Dieses Zusammenwirken zeigt das nachstehende konzeptionelle Modell:

Grafik: Konzeptionelles Modell „hybrides Forschen“ (Autor: Martin Gertler, 2025)

Wie in der Forschung üblich, ist die Definition in dem zugehörigen konzeptionellen Modell skizziert. Es zeigt die dominierende Kraft („Menschliche Kognition“), die den Forschungsmodus („Hybrider Forschungsprozess“) iterativ steuert. Dabei erledigen mit Sprachmodellen arbeitende Maschinen („KI-Systeme“) zeitsparend hilfreiche Aufgaben, die üblicherweise – im „Old School“-Modus – von wissenschaftlichen Mitarbeitern, Recherchediensten und Lektoraten übernommen würden.

Wie du mit dem Buch arbeitest: dein hybrides Lernlabor

Die Kapitel führen dich stets gedanklich in zentrale Fragen ein, geben dir methodische Sicherheit und zeigen dir abschließend stets auch in einem entsprechenden Abschnitt, wie du diese mit KI skalierst: dem Hybrid-Labor.

Es gibt Umsetzungsübungen, für den Kopf (Substanz): Hier ist dein kritisches Denken gefragt. Du definierst Ziele, prüfst Logik, triffst Entscheidungen. Das kann dir keine KI abnehmen.
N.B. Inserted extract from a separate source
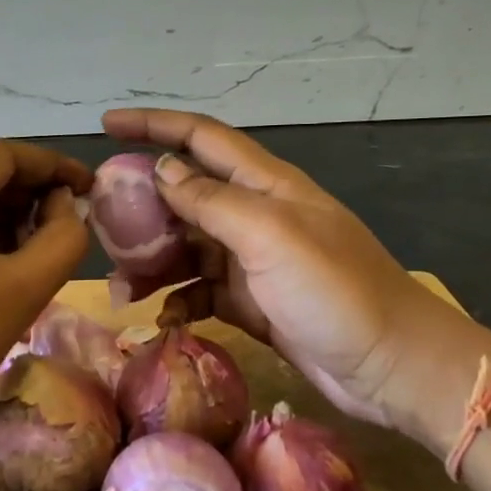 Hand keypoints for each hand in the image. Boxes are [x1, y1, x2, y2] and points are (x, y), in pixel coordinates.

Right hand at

Und im Hybrid-Labor der jeweiligen Kapitel geht es um KI (Speed): Hier lernst du, wie du diese Gedanken in Befehle (Prompts) übersetzt, die die KI für dich arbeiten lassen.

Ein Wort zur Technik

Ich werde in diesem Buch konkrete, derzeit aktuelle Tools nennen (wie ChatGPT, Perplexity oder Zotero). Doch auch die KI-Welt dreht sich schnell weiter. Verstehe diese Namen daher als Platzhalter für „das aktuell beste Werkzeug dieser Kategorie“.

Auf meiner Website hybrid-forschen.de bzw. promovieren.net findest du vertiefende Infos.

Wissenschaft ist nun kein Hindernislauf mehr, den du allein bewältigen musst: Du hast jetzt ein Orchester, dieses Buch ist die Partitur und du bist der Dirigent.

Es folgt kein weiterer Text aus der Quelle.